Media Release from Burmese Rohingya Organisation UK
Myanmar’s deeply flawed investigation into human rights abuses in Rakhine State is another attempt to whitewash the Tatmadaw’ s brutal violence against the Rohingya, the Burmese Rohingya Organisation UK (BROUK) said.
The Independent Commission of Enquiry (ICOE) today announced that its investigation into the Tatmadaw’ s “clearance operation” in 2017 found evidence of “war crimes” and “serious human rights abuses”, but not genocidal intent. The full report is yet to be made public.
“ICOE has been deeply flawed from the start, with serious questions about its mandate and lack of independence. Today’s announcement is a blatant PR exercise to deflect attention from the International Court of Justice’s ruling later this week. It is simply another attempt by the Myanmar authorities to sweep the Rohingya genocide under the carpet,” said Tun Khin.
The ICEO press release issued today essentially fails to mention the word “Rohingya”, a tried and tested tactic of the Myanmar authorities to dehumanize and deny the identity of a whole group of people.
ICEO further seems to imply that any abuses by Myanmar security forces were merely acts of individual soldiers. This fails to pin the blame on senior Myanmar military officers that other experts have credibly linked to atrocity crimes, including Senior General Min Aung Hlaing, the Commander-in-Chief.

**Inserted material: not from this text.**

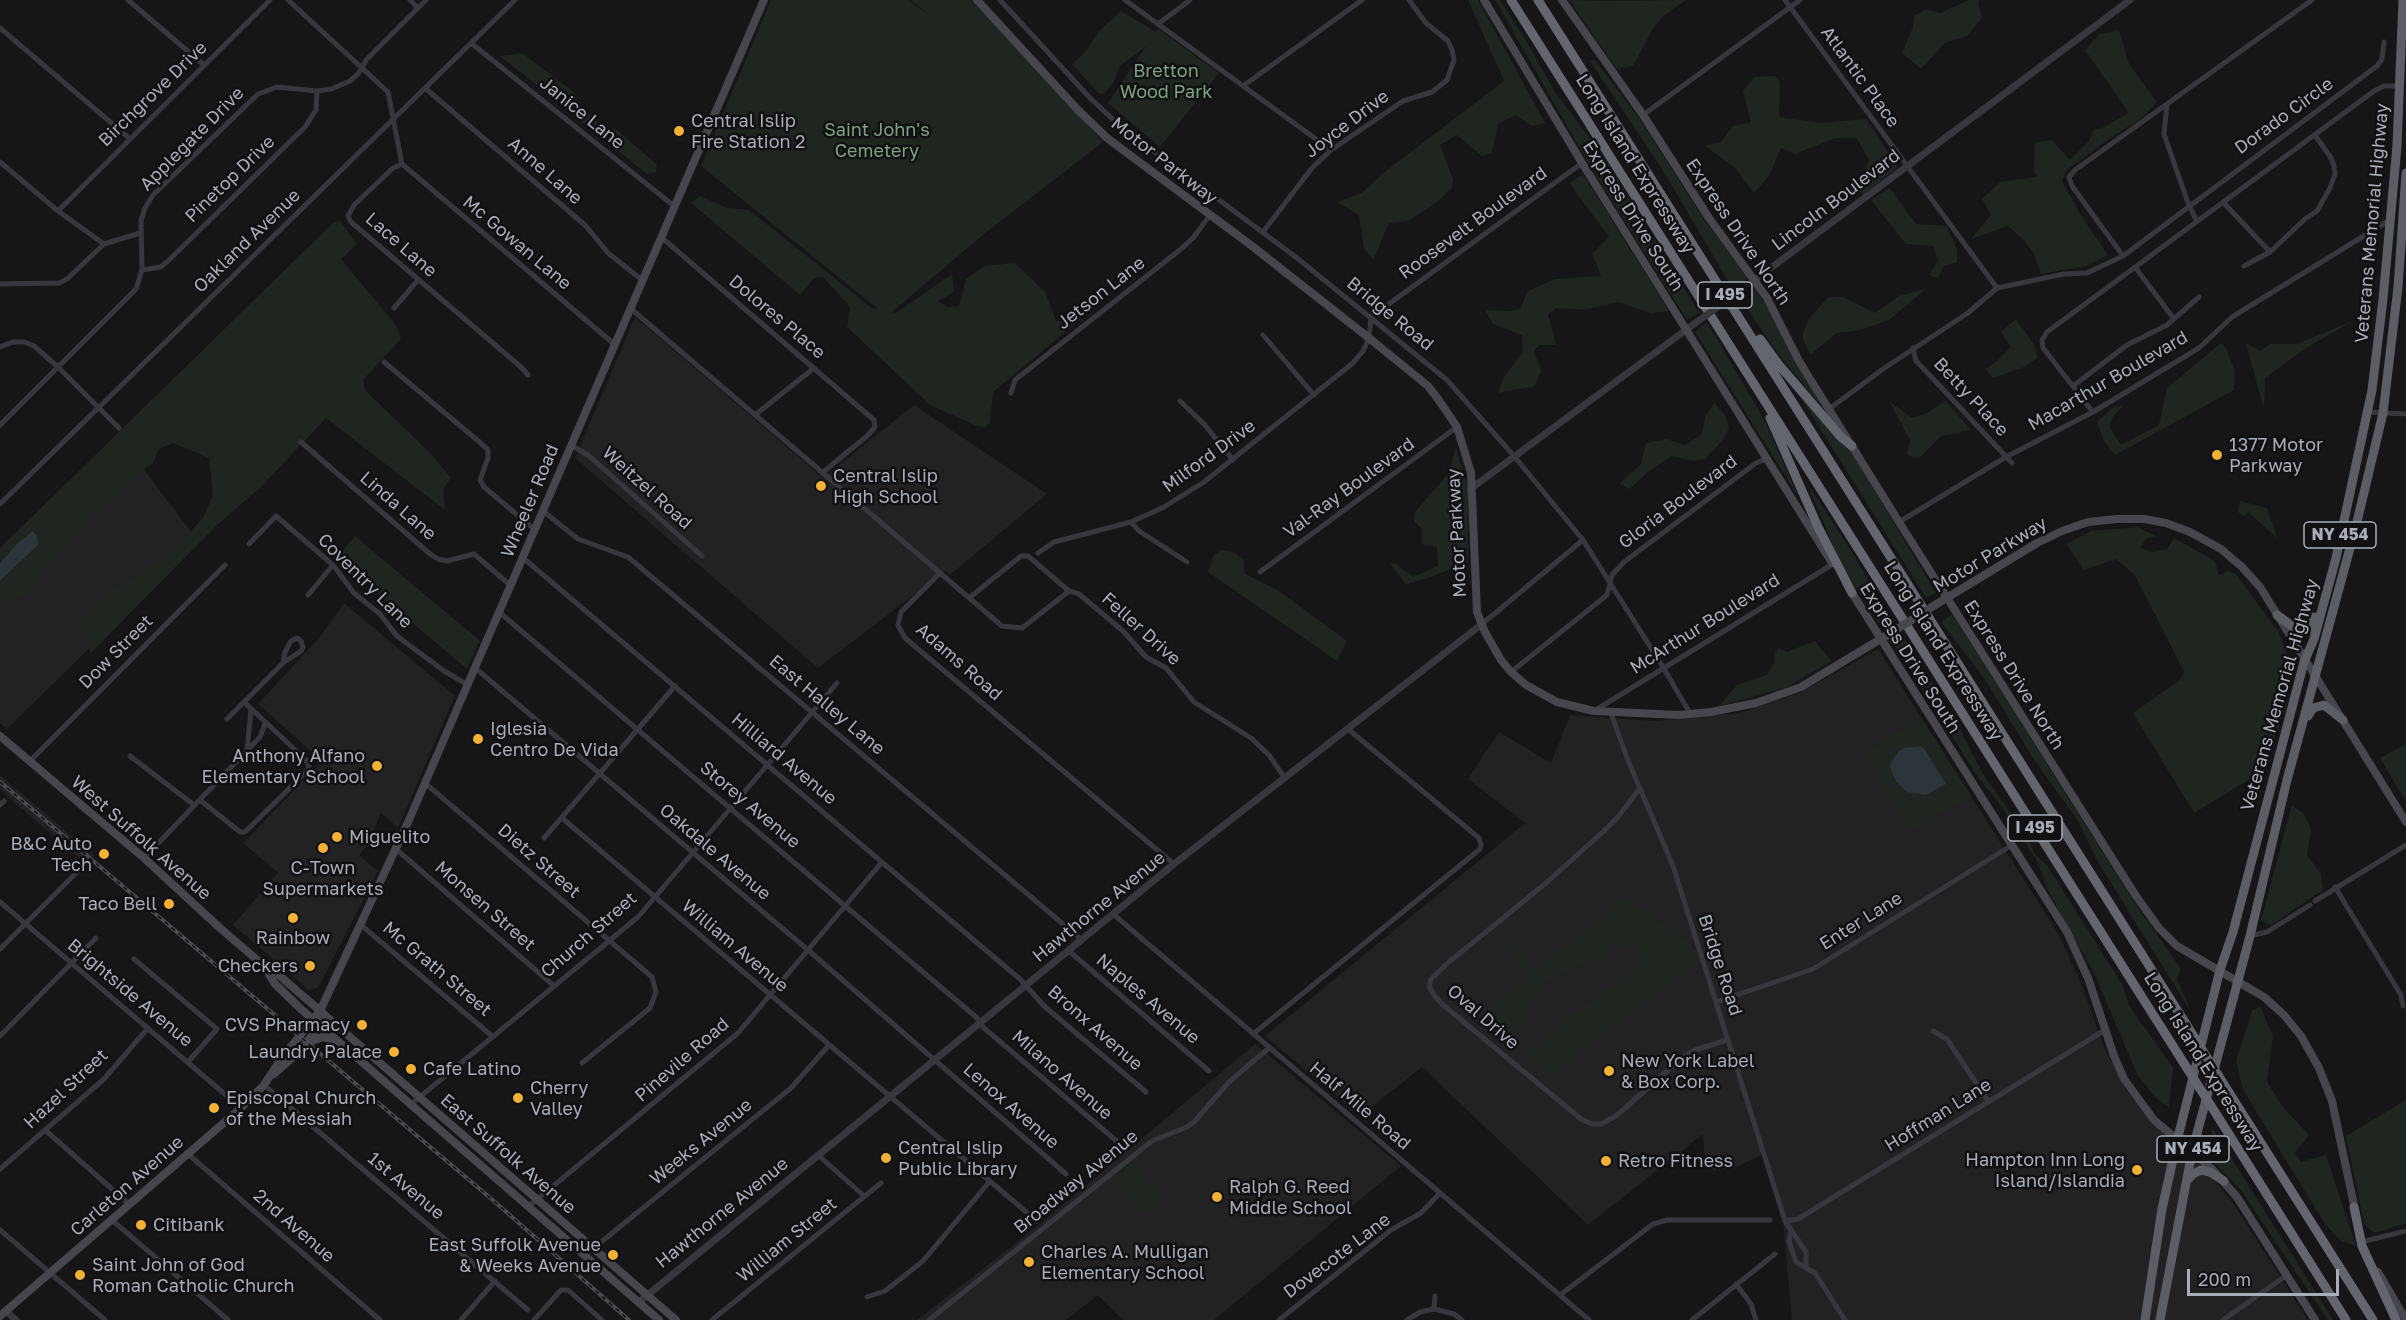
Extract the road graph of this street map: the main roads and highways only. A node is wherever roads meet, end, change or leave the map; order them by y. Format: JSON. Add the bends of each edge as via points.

It also concerning that the Tatmadaw officers accused of crimes will likely be tried in domestic military courts, which lack the independence and transparency to deliver justice. In April 2018, for example, military courts jailed seven soldiers for their role in massacring Rohingya civilians in the village of Inn Din in 2017. The soldiers were however pardoned and released less than a year later.
ICOE’s announcement today appears to be timed to coincide with the Gambia’s genocide case against Myanmar at the International Court of Justice (ICJ). On Thursday 23rd January, the ICJ will announce whether to impose provisional measures on Myanmar, effectively a legal injunction barring Myanmar from further genocidal acts against Rohingya.
“Myanmar has for years made it abundantly clear that it simply cannot be trusted to investigate itself. Past fact-finding bodies have been little more than window dressing for the international community, which have completely failed to deliver justice,” said Tun Khin.
“Thankfully, momentum is building for international justice. This week, we hope that the International Court of Justice will impose strong provisional measures on Myanmar, ordering them to end genocidal practices against the Rohingya.”